───── Records shown

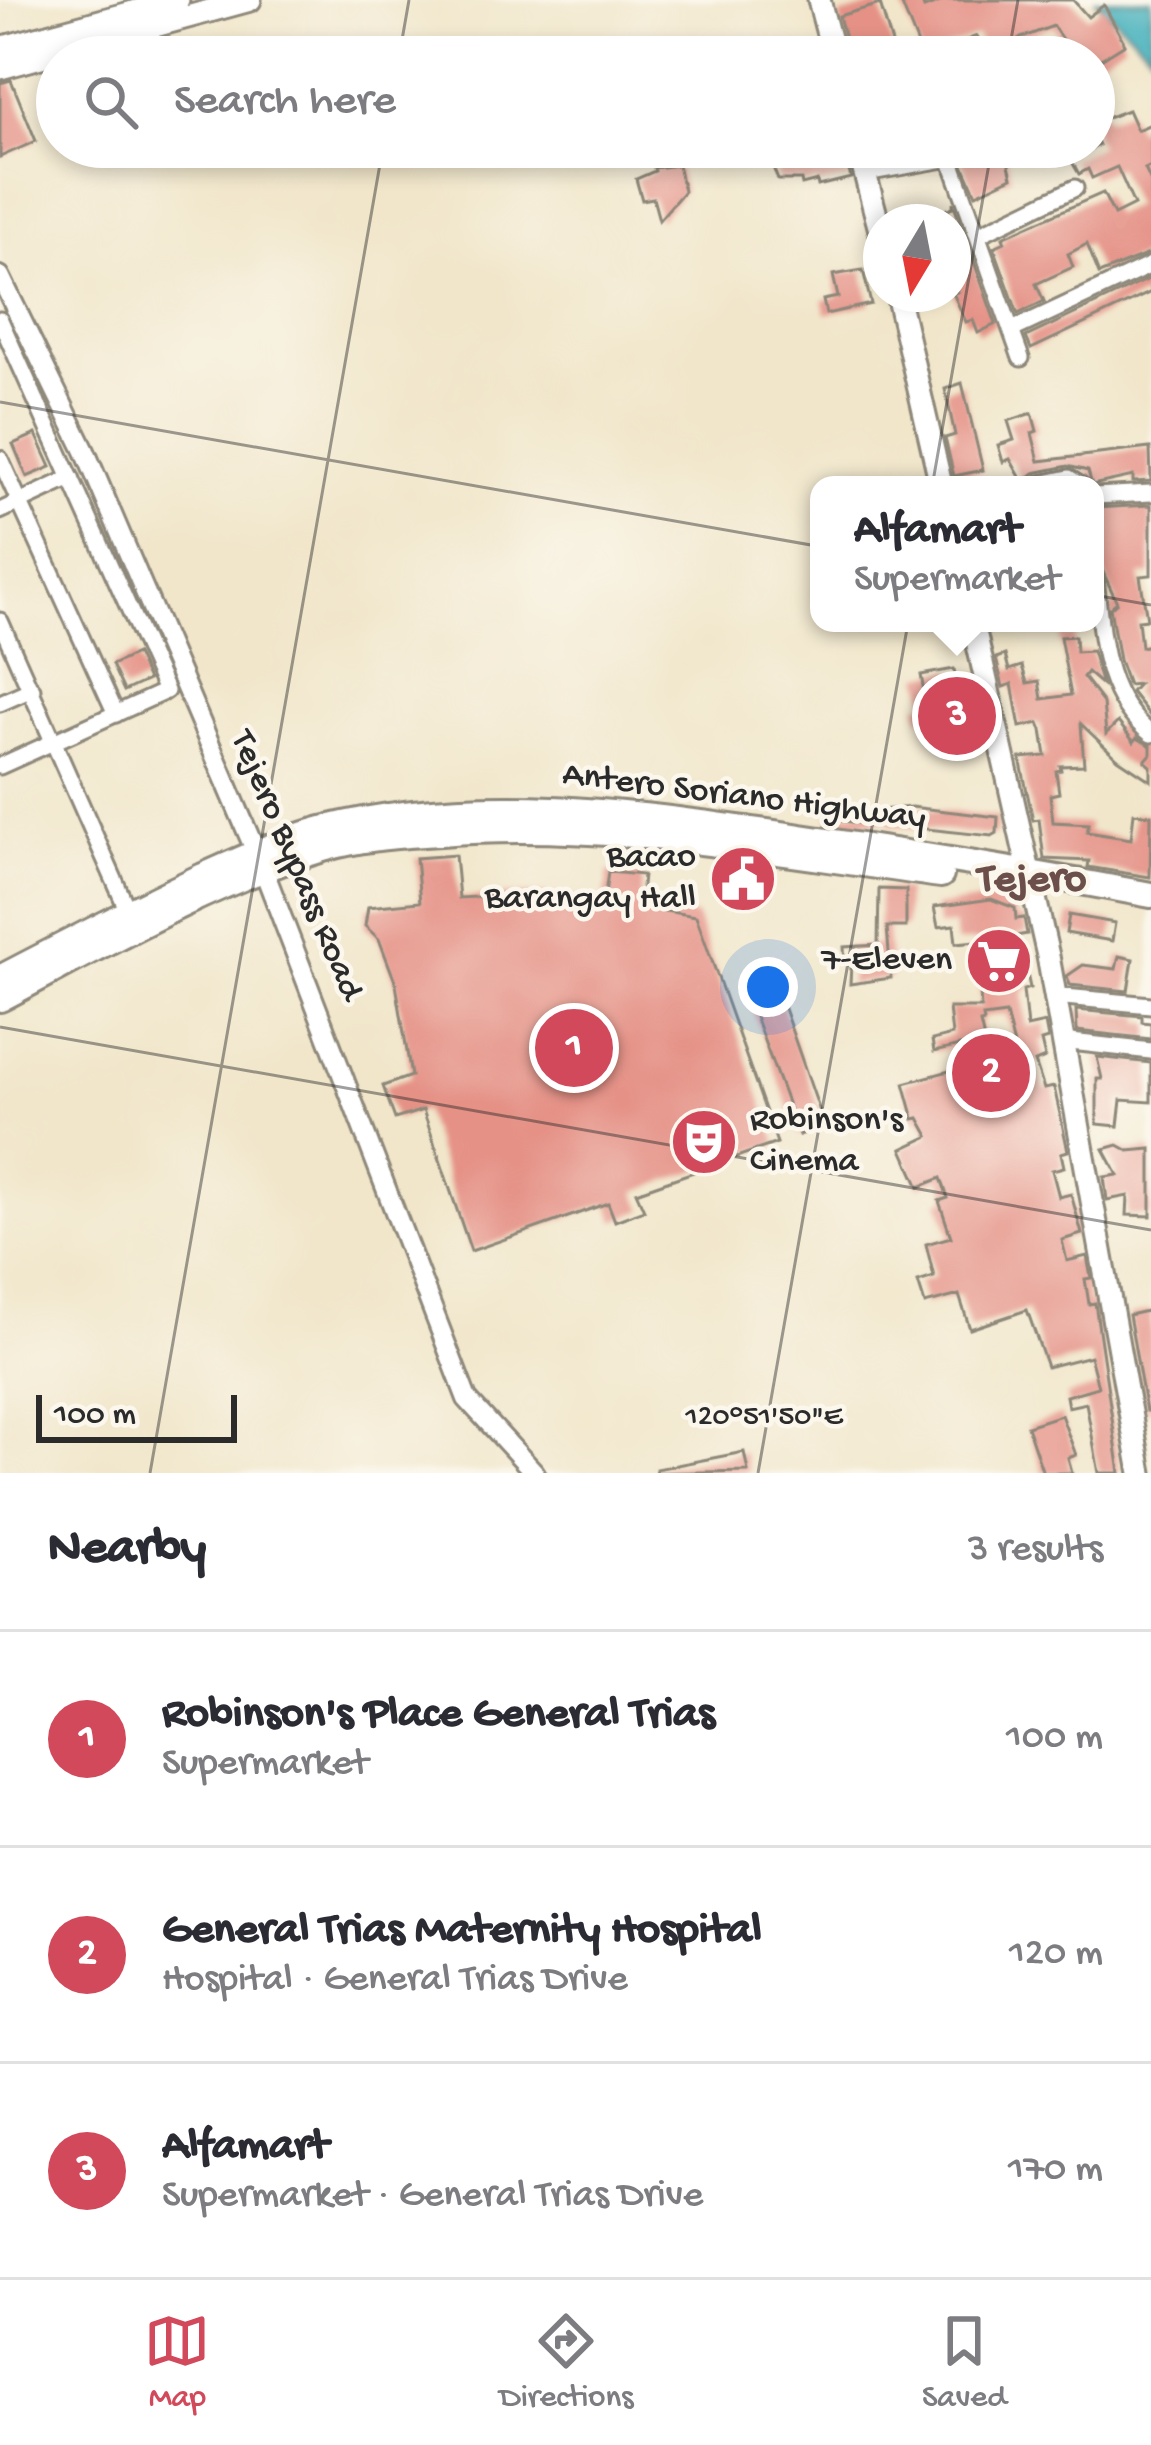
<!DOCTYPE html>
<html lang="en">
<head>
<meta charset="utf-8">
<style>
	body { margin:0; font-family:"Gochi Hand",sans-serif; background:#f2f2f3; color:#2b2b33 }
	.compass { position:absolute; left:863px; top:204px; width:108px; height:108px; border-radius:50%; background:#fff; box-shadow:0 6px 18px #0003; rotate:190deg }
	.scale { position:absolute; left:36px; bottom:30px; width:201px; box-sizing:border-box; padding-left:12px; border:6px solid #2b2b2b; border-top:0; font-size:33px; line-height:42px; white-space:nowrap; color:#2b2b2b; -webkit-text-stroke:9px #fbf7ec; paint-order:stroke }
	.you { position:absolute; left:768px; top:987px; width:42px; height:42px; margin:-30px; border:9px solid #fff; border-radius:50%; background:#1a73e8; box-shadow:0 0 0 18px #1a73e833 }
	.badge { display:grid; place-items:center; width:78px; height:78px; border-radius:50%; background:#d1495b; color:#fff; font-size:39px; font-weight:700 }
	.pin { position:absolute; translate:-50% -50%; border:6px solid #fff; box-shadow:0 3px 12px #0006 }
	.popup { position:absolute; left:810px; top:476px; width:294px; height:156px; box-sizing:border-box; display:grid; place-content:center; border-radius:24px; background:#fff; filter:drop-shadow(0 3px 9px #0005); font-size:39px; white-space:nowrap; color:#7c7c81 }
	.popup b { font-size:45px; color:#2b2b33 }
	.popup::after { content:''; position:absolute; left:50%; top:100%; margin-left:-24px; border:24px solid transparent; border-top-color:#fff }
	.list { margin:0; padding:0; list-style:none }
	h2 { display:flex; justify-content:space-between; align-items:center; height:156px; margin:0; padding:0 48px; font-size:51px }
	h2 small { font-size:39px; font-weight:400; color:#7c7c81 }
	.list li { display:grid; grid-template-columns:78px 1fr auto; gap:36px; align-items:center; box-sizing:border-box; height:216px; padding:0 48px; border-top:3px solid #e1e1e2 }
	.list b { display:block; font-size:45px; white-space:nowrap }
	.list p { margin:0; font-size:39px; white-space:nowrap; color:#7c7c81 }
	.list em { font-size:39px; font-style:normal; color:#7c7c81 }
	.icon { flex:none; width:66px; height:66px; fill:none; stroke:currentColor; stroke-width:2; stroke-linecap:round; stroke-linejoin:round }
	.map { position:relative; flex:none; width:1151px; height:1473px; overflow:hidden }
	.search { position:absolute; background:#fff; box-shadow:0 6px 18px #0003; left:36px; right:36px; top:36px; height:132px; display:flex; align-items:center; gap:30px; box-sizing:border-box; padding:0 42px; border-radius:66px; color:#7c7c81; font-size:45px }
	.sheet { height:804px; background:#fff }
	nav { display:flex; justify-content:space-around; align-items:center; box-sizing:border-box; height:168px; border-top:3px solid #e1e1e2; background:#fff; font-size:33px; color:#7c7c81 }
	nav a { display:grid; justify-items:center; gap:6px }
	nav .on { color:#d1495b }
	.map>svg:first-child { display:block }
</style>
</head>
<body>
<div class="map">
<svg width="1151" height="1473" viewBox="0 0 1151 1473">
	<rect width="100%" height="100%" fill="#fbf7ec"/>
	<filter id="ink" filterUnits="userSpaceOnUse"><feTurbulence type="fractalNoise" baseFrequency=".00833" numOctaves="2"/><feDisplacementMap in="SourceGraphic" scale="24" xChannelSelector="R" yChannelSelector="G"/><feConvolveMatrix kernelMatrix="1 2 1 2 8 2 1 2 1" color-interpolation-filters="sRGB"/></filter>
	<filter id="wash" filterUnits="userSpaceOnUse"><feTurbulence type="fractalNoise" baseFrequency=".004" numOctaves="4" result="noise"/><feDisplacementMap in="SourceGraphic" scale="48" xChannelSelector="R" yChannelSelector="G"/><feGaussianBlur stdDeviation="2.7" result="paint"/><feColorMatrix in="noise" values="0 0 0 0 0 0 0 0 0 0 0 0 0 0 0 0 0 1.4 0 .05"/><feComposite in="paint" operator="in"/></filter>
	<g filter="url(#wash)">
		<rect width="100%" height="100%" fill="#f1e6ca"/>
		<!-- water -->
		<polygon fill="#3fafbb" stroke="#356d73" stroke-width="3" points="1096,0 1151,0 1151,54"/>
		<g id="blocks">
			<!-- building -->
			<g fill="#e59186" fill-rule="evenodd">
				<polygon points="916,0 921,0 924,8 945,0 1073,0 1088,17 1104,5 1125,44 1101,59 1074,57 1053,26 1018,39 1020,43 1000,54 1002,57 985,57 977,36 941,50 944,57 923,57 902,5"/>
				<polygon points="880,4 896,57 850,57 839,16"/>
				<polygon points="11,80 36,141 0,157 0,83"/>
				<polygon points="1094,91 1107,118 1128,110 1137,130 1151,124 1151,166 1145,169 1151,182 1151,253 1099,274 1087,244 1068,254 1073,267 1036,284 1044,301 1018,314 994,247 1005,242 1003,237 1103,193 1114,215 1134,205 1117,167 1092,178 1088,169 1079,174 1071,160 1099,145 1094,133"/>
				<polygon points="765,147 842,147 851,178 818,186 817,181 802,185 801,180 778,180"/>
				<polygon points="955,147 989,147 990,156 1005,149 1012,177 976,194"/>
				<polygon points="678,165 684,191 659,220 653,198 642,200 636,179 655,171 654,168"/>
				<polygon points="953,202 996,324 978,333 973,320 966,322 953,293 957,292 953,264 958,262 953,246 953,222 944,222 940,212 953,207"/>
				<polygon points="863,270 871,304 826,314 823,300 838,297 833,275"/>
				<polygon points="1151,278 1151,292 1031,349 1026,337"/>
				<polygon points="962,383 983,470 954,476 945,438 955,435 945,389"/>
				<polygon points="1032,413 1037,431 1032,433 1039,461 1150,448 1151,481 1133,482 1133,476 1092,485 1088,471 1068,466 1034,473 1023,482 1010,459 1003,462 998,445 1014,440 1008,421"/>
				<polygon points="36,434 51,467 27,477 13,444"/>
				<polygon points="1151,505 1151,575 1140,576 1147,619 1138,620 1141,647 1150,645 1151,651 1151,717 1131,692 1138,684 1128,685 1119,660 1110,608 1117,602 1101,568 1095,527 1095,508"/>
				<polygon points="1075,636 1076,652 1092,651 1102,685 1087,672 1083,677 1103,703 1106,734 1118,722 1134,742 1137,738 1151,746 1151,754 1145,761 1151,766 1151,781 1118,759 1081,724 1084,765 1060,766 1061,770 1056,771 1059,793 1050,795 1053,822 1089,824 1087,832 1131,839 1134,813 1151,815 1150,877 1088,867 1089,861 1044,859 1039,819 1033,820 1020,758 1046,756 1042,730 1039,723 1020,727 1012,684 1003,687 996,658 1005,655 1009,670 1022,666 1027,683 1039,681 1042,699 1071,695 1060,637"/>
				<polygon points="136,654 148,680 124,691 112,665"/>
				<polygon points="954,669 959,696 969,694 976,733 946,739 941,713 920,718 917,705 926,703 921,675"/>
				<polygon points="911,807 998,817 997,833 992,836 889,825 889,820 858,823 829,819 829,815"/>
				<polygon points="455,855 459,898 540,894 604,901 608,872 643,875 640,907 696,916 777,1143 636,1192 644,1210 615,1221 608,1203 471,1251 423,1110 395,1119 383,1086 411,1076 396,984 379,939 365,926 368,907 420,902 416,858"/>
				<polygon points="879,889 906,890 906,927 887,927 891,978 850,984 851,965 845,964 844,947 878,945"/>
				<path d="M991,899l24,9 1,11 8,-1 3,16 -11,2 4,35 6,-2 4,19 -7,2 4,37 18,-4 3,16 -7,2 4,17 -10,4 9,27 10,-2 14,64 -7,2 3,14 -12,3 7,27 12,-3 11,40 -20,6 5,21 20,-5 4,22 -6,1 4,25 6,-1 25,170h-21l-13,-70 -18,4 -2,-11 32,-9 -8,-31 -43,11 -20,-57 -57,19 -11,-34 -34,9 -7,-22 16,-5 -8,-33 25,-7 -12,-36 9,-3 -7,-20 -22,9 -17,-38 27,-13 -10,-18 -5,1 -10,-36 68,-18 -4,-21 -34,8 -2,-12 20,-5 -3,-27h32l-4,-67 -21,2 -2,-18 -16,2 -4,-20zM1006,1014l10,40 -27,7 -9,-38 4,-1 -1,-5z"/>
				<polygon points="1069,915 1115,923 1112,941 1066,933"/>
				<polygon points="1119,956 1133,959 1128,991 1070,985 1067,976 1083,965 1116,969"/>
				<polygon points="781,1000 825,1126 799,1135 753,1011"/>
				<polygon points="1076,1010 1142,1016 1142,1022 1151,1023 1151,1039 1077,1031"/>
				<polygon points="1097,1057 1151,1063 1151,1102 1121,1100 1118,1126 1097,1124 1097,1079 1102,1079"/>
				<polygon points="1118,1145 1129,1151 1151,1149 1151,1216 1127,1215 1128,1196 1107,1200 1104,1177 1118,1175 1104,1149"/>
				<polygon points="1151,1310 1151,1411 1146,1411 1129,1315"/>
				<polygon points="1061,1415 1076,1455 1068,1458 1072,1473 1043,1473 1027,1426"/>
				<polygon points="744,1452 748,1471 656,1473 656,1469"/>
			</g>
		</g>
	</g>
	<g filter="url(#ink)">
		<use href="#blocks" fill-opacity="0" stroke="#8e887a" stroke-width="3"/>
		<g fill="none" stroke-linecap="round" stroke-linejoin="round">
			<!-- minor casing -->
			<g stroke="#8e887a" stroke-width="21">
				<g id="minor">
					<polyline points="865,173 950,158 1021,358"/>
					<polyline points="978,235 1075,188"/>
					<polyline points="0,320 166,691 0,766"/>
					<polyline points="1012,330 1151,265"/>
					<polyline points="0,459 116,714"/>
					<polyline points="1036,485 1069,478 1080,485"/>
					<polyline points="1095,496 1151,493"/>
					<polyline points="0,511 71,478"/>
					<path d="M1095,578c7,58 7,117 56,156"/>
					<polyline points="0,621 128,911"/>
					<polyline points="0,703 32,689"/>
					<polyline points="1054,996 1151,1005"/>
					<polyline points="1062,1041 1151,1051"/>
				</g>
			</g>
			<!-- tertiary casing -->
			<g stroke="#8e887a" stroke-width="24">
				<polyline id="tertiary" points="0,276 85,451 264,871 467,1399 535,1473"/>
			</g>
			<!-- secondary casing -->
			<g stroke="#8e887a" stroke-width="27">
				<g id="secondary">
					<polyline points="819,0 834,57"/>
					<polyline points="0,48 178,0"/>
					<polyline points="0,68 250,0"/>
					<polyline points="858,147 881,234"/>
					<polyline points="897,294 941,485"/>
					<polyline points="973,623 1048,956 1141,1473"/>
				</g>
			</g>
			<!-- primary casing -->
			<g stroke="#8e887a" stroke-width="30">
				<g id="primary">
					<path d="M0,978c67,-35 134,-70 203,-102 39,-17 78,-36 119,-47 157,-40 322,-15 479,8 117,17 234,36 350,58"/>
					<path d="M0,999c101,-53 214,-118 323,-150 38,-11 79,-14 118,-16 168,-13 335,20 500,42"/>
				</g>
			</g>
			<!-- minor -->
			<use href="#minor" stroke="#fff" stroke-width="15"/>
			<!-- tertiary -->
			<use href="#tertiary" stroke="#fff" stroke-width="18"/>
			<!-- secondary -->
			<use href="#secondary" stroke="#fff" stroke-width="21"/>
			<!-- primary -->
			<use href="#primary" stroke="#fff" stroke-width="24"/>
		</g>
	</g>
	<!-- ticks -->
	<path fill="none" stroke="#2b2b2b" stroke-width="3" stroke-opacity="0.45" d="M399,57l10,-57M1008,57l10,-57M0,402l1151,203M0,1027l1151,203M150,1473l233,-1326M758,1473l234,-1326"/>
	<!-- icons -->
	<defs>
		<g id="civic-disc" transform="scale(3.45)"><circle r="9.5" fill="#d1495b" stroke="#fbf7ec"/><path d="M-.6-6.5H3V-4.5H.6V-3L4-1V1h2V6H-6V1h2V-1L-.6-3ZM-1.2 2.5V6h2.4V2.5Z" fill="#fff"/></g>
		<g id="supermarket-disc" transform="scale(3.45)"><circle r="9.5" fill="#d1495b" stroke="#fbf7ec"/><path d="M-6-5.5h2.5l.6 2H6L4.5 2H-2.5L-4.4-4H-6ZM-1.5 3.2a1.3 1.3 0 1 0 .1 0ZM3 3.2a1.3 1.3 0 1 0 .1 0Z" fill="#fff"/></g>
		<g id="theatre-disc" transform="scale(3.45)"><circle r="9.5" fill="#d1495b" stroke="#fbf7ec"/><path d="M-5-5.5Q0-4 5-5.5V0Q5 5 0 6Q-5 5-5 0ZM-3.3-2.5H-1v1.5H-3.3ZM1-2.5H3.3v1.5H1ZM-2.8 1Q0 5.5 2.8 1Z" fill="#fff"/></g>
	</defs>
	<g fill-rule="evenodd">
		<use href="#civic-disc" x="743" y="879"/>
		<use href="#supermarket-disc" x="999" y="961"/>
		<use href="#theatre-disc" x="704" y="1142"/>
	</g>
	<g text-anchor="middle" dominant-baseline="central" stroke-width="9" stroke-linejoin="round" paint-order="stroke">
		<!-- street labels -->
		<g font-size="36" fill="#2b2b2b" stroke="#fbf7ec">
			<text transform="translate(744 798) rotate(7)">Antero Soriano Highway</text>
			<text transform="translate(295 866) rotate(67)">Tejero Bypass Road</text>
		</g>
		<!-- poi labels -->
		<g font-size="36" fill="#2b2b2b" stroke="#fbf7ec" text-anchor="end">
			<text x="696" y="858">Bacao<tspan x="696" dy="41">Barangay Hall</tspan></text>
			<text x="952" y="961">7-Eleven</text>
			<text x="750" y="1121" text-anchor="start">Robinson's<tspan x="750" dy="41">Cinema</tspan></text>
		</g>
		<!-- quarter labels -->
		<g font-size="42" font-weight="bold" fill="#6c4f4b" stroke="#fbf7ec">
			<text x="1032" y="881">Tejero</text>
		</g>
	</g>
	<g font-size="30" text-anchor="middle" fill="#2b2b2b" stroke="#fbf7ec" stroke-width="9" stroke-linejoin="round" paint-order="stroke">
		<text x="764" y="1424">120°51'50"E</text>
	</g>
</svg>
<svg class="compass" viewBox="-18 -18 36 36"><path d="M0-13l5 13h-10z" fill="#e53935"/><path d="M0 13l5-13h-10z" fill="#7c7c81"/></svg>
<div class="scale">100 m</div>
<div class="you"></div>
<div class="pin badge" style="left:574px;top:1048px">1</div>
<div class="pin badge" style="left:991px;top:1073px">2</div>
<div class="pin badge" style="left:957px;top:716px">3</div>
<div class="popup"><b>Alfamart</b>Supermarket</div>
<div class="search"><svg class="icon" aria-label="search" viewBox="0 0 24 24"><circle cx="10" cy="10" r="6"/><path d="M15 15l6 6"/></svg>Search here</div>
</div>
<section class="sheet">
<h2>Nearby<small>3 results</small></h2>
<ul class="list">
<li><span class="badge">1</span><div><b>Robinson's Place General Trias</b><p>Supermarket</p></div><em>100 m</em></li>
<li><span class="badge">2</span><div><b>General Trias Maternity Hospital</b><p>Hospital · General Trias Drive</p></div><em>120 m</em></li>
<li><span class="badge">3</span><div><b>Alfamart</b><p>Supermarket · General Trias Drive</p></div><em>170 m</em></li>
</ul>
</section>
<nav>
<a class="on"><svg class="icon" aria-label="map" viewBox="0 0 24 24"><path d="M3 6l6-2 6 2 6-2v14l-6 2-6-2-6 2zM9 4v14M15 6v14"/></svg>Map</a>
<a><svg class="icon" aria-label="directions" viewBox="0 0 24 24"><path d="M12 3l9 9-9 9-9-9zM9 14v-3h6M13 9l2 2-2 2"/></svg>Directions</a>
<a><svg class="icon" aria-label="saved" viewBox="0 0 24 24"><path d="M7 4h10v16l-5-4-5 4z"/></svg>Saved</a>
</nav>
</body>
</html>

──────────

Problem description: Across the records, count each line that holds the string "list". Respond with the number only.

Response: 6